Donald Macintyre's Sketch: Fairytale of New York is a comfort to delegates
There’s a good line in the film City Hall when, just before a press conference, John Cusack tells the New York mayor, played by Al Pacino: “You look good.”
“Of course,” says Pacino. “I’m the mayor.”
And today Bill De Blasio, the Labour conference’s starry guest speaker, Pacino’s real life successor and the first Democrat mayor of New York since 1993, looked good too. A big man in a yellow tie, who effusively man-hugged Ed Miliband before and after his speech. A man with actual power. A man the pundits doubted but who found himself “not just winning but winning big on election day”. Unsurprisingly, he got a standing ovation before and after his speech.
Whether his script, or at least the ad libs, was quite up to Hollywood standards, is more doubtful.
True, he made the audience chuckle with his complaint that all the advertising misspelt “Labor” by giving it a redundant ‘u’. He coined a great word never before heard on British soil – “undergird” as in “undergirding the foundations of success” – so much more macho than the wimpy “underpin”.
And while some of his rhetoric was distinctly transatlantic (on hard-pressed working families, for example, “the tired eyes of a waitress whose second job is preceded by a second shift at her first… the shaky hand of the bus driver signing the paperwork for a payday loan”), it struck home nonetheless.
But when he improvised, he also lengthened. Labour’s message was not only “tangible and meaningful” but “substantive and real”.
He compensated by leaving out paragraphs of his printed text. This may have been in generous solidarity with Ed Miliband’s unintentional omission of any reference to the deficit on Tuesday, of course. But it also meant that while effusively praising the Labour leader he forgot to say the lines about him being the next and “great” Prime Minister.
It didn’t matter.
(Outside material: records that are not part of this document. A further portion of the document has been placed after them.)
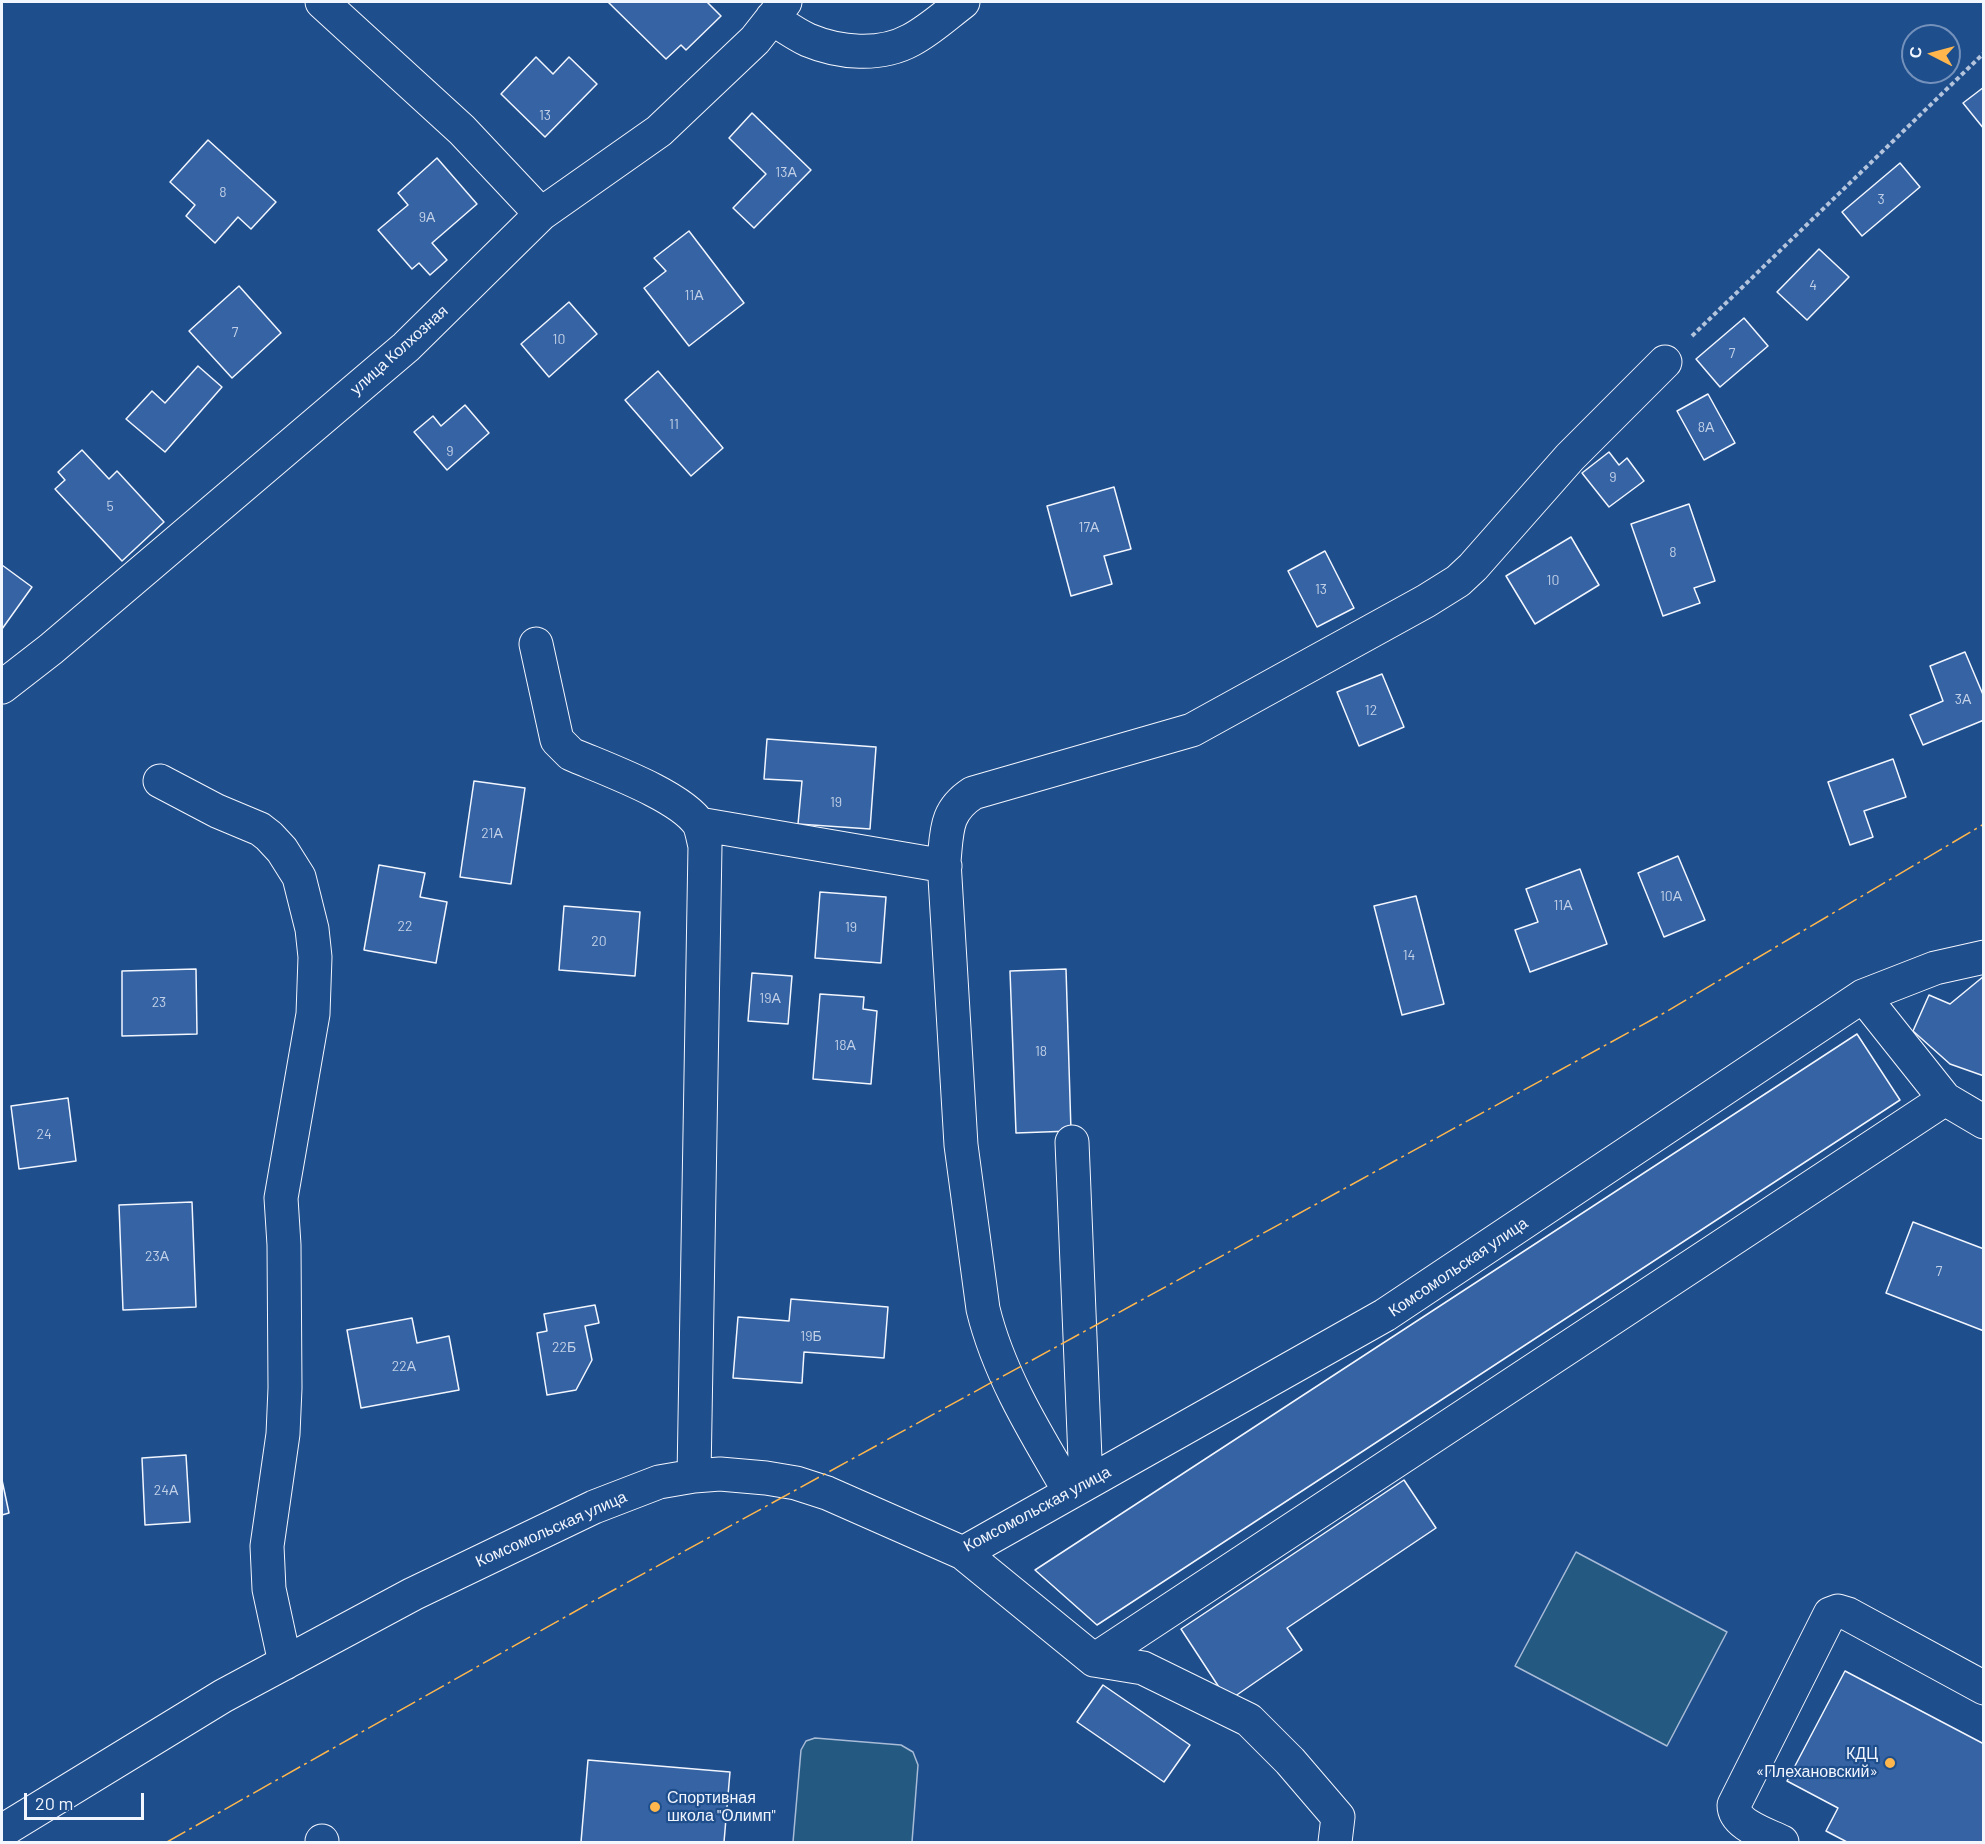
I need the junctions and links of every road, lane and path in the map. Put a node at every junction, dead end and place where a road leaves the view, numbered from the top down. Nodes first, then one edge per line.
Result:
1 (322, 2) edge
2 (963, 2) edge
3 (779, 10) edge
4 (1983, 53) edge
5 (541, 214) junction
6 (1665, 362) joint
7 (536, 644) dead end
8 (2, 687) edge
9 (160, 781) dead end
10 (699, 824) junction
11 (945, 866) junction
12 (1983, 957) edge
13 (1863, 996) junction
14 (1945, 1099) junction
15 (1983, 1122) edge
16 (1072, 1142) dead end
17 (694, 1476) junction
18 (1078, 1488) junction
19 (963, 1552) junction
20 (1094, 1660) junction
21 (285, 1663) junction
22 (1983, 1688) edge
23 (2, 1831) edge
24 (1335, 1842) edge
25 (1782, 1842) edge

1 - 5 street
2 - 3 street
3 - 5 street, улица Колхозная
4 - 6 path
5 - 8 street, улица Колхозная
6 - 11 street
7 - 10 street
9 - 21 street
10 - 11 street
10 - 17 street
11 - 18 street
12 - 13 street, Комсомольская улица
13 - 14 street
13 - 18 street, Комсомольская улица
14 - 15 street
14 - 20 street
16 - 18 street
17 - 19 street, Комсомольская улица
17 - 21 street, Комсомольская улица
18 - 19 street, Комсомольская улица
19 - 20 street
20 - 24 street
21 - 23 street, Комсомольская улица
22 - 25 street

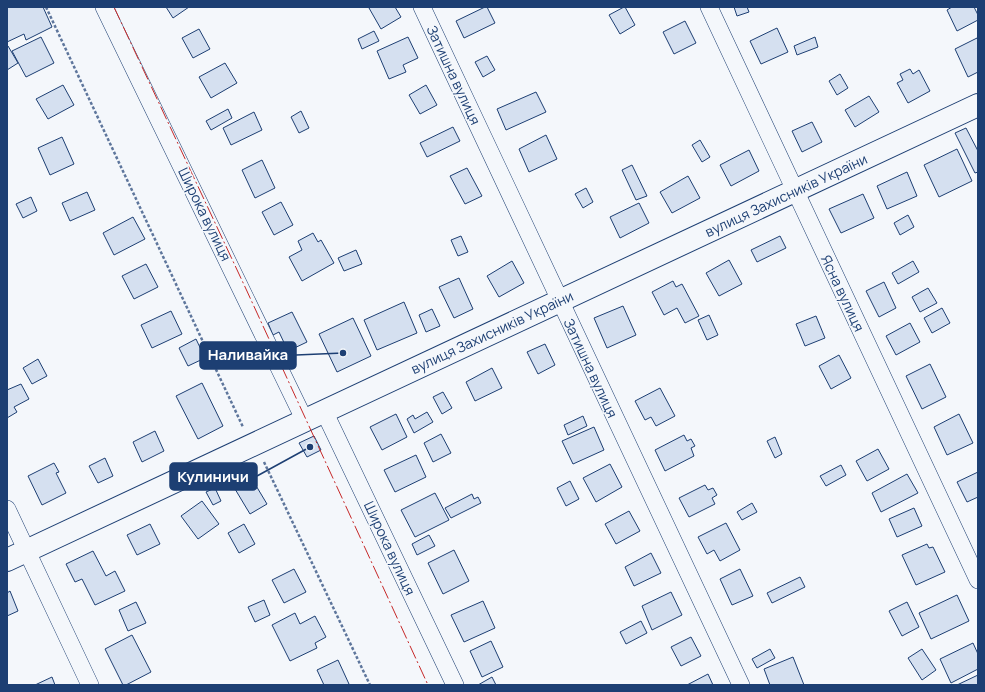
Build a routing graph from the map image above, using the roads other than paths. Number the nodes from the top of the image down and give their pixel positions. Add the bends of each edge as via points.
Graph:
1 (104, 7) edge
2 (422, 7) edge
3 (709, 7) edge
4 (978, 105) edge
5 (795, 191) junction
6 (560, 301) junction
7 (324, 411) junction
8 (305, 421) junction
9 (7, 509) edge
10 (27, 551) junction
11 (7, 560) edge
12 (978, 580) edge
13 (90, 685) edge
14 (455, 685) edge
15 (741, 685) edge

1 - 8 street, Широка вулиця
2 - 6 street, Затишна вулиця
3 - 5 street, Ясна вулиця
4 - 5 street, вулиця Захисників України
5 - 6 street, вулиця Захисників України
5 - 12 street, Ясна вулиця
6 - 7 street, вулиця Захисників України
6 - 15 street, Затишна вулиця
7 - 8 street, вулиця Захисників України
7 - 14 street, Широка вулиця
8 - 10 street, вулиця Захисників України
9 - 10 street
10 - 11 street, вулиця Захисників України
10 - 13 street

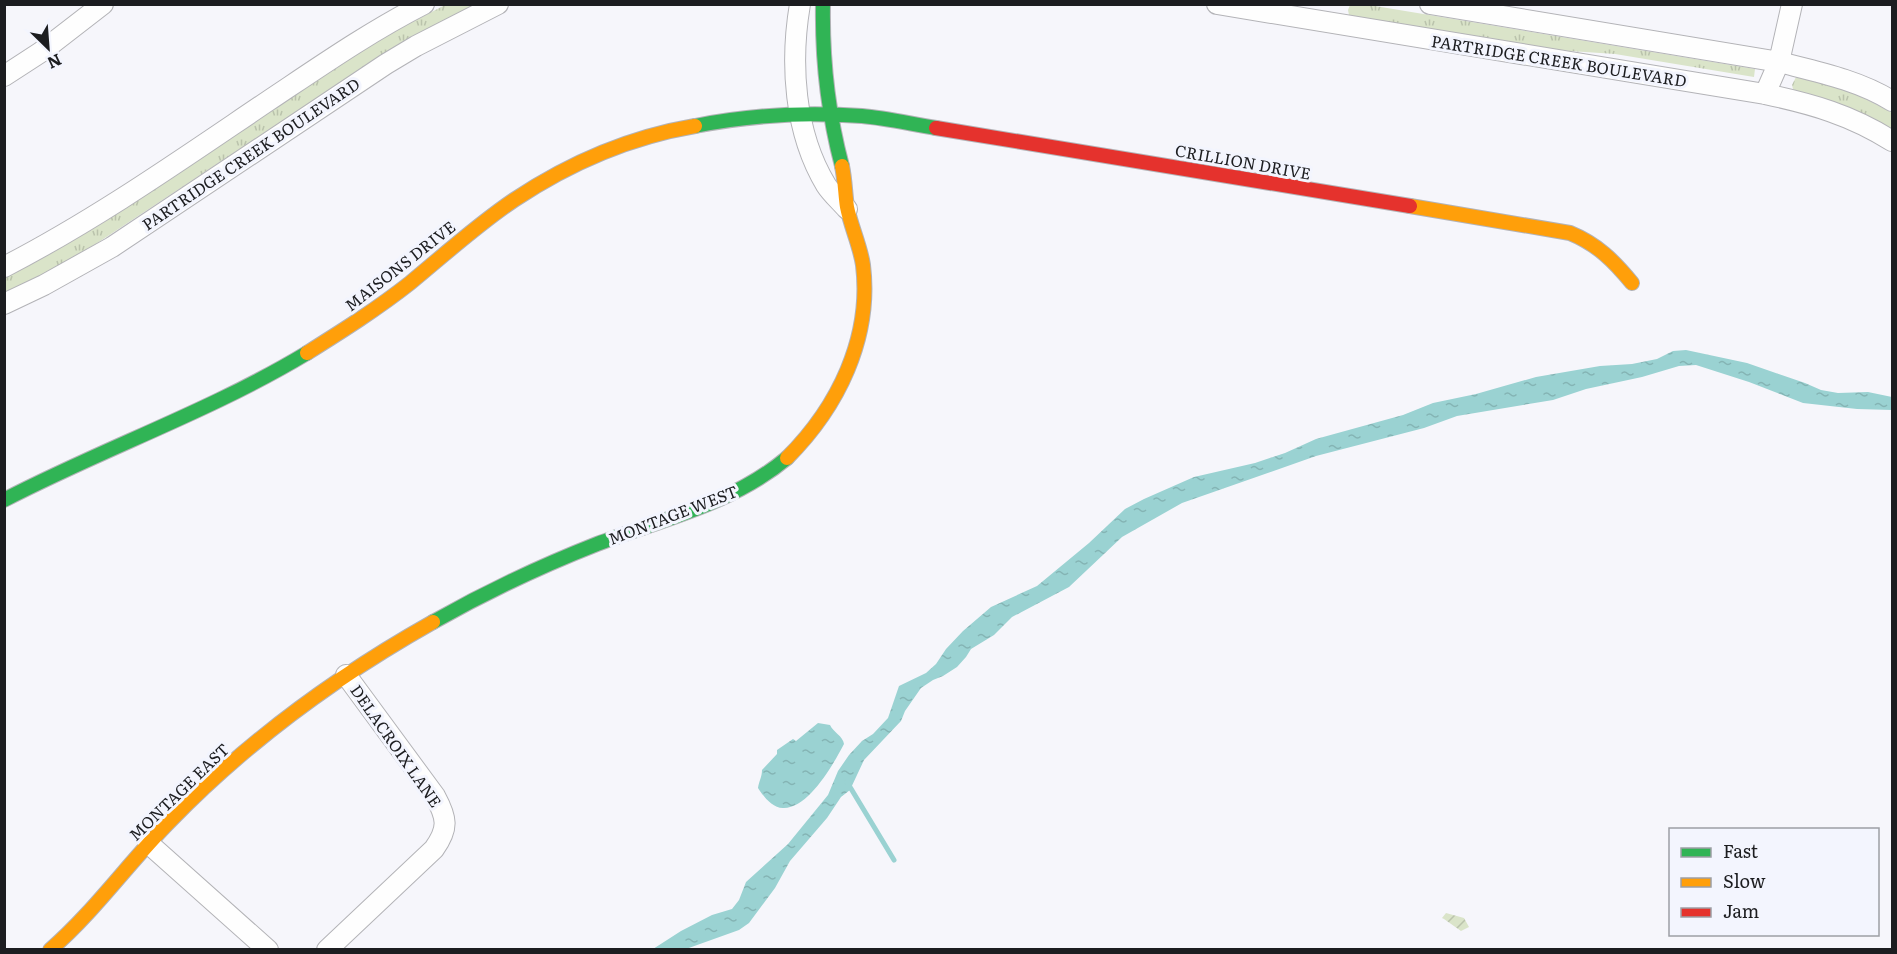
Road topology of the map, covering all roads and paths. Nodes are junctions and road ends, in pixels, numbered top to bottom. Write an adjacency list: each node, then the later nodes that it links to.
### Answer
1 (103, 4): 10 (street)
2 (424, 4): 17 (street, PARTRIDGE CREEK BOULEVARD)
3 (498, 4): 19 (street, PARTRIDGE CREEK BOULEVARD)
4 (800, 4): 13 (street, MONTAGE WEST)
5 (824, 4): 14 (street, MONTAGE WEST)
6 (1217, 4): 11 (street, PARTRIDGE CREEK BOULEVARD)
7 (1430, 4): 9 (street, PARTRIDGE CREEK BOULEVARD)
8 (1792, 4): 9 (street)
9 (1779, 62): 11 (street); 12 (street, PARTRIDGE CREEK BOULEVARD)
10 (4, 76)
11 (1765, 94): 15 (street, PARTRIDGE CREEK BOULEVARD)
12 (1893, 101)
13 (800, 113): 14 (street, MAISONS DRIVE); 16 (street, MONTAGE WEST); 20 (street, MAISONS DRIVE)
14 (830, 114): 16 (street, MONTAGE WEST); 18 (street, CRILLION DRIVE)
15 (1893, 141)
16 (847, 209): 21 (street, MONTAGE WEST)
17 (4, 267)
18 (1632, 283)
19 (4, 304)
20 (4, 500)
21 (346, 675): 22 (street, MONTAGE EAST); 25 (street, DELACROIX LANE)
22 (148, 843): 23 (street, MONTAGE EAST); 24 (street)
23 (50, 950)
24 (268, 950)
25 (327, 950)

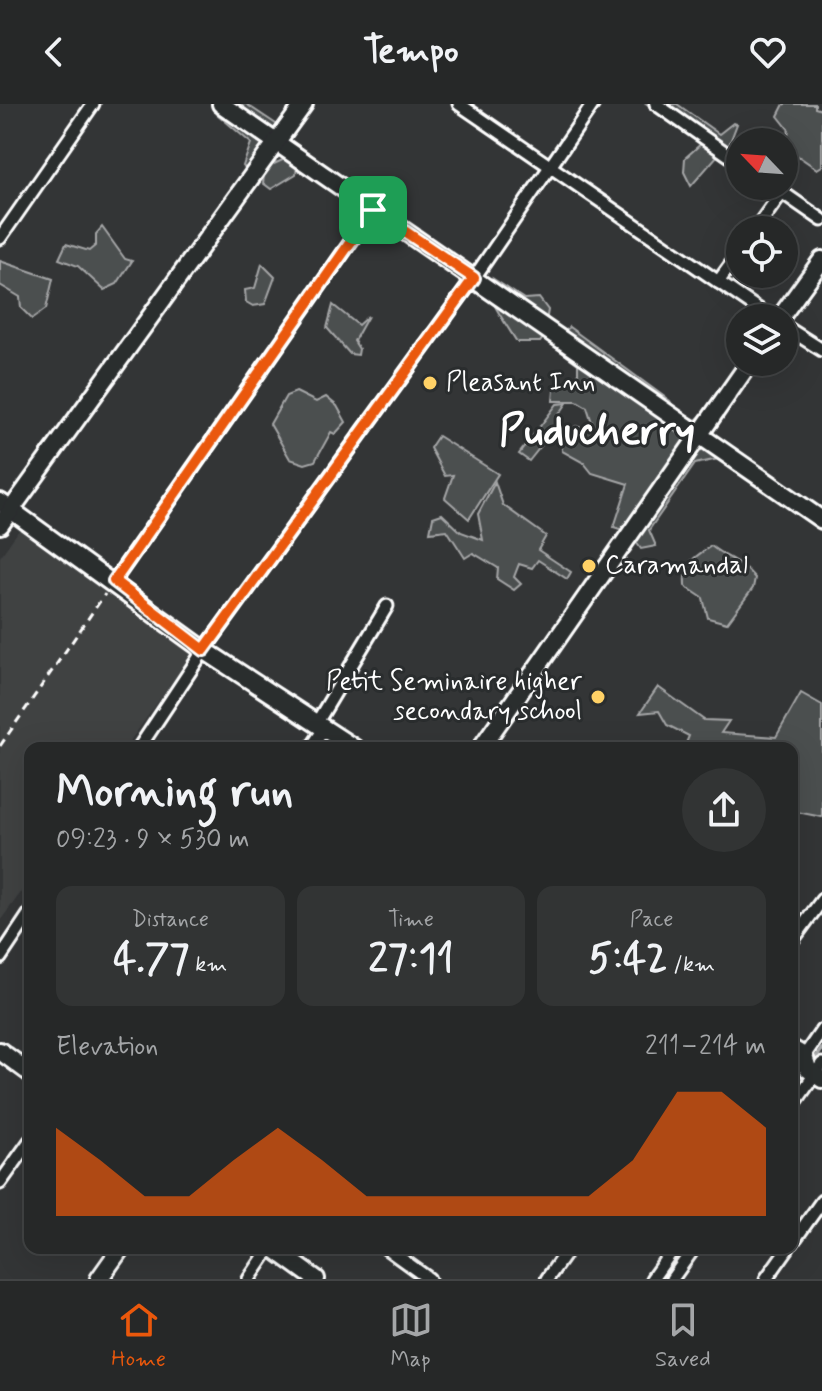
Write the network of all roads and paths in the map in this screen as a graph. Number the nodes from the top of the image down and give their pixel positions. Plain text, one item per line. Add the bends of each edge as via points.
1 (93, 104) edge
2 (221, 104) edge
3 (304, 104) edge
4 (459, 104) edge
5 (593, 104) edge
6 (656, 104) edge
7 (277, 143) junction
8 (726, 153) edge
9 (549, 166) junction
10 (794, 200) edge
11 (373, 210) junction
12 (822, 220) edge
13 (0, 238) edge
14 (822, 260) edge
15 (726, 271) edge
16 (474, 278) junction
17 (718, 282) junction
18 (750, 304) edge
19 (790, 304) edge
20 (798, 335) edge
21 (822, 350) edge
22 (740, 376) edge
23 (700, 433) junction
24 (6, 506) edge
25 (822, 520) edge
26 (0, 525) edge
27 (114, 581) junction
28 (387, 606) dead end
29 (204, 650) junction
30 (320, 727) junction
31 (143, 742) edge
32 (314, 742) edge
33 (344, 742) edge
34 (485, 742) edge
35 (0, 746) edge
36 (822, 900) edge
37 (24, 922) edge
38 (798, 933) edge
39 (0, 958) edge
40 (822, 1030) edge
41 (0, 1051) edge
42 (798, 1053) edge
43 (24, 1069) edge
44 (820, 1073) edge
45 (798, 1100) edge
46 (24, 1149) edge
47 (0, 1183) edge
48 (822, 1201) edge
49 (798, 1235) edge
50 (117, 1254) edge
51 (268, 1254) edge
52 (281, 1254) edge
53 (394, 1254) edge
54 (565, 1254) edge
55 (670, 1254) edge
56 (690, 1254) edge
57 (784, 1254) edge
58 (99, 1279) edge
59 (249, 1279) edge
60 (316, 1279) edge
61 (429, 1279) edge
62 (547, 1279) edge
63 (652, 1279) edge
64 (672, 1279) edge
65 (766, 1279) edge

1 - 13 street
2 - 7 street
3 - 7 street
4 - 9 street
5 - 9 street
6 - 8 street
7 - 11 street
7 - 24 street
9 - 16 street
9 - 17 street
10 - 12 street
11 - 16 street
11 - 27 street
14 - 19 street
15 - 17 street
16 - 23 street
16 - 29 street
17 - 18 street
20 - 21 street
22 - 23 street
23 - 25 street
23 - 34 street
24 - 26 street
24 - 27 street
27 - 29 street
27 - 35 path
28 - 30 street
29 - 30 street
29 - 31 street
30 - 32 street
30 - 33 street
36 - 38 street
37 - 39 street
40 - 42 street
41 - 43 street
42 - 44 street via 808,1069
44 - 45 street
46 - 47 street
48 - 49 street
50 - 58 street
51 - 59 street
52 - 60 street
53 - 61 street
54 - 62 street
55 - 63 street
56 - 64 street
57 - 65 street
He spoke the conference’s language and he had done his homework. Later, Harriet Harman (in one of her better jokes, describing Gordon Brown as having made “the biggest comeback since Cheryl Cole made it back into The X Factor”) had said how an American visitor to a food bank had asked “Does your government run this”, and had been told: “No – our government caused this.”
De Blasio didn’t make that mistake. He praised Labour’s policies on the NHS, on energy prices, and on childcare. He condemned the idea of “trickle down” wealth as “voodoo economics”.
He was applauded loudly for dismissing the idea you couldn’t have “economic fairness” as well as balancing the budget. And having come from a campaign launch on a cold January day in Brooklyn “with a few hundred people”, he had made it. He had won something and from the left. That was enough.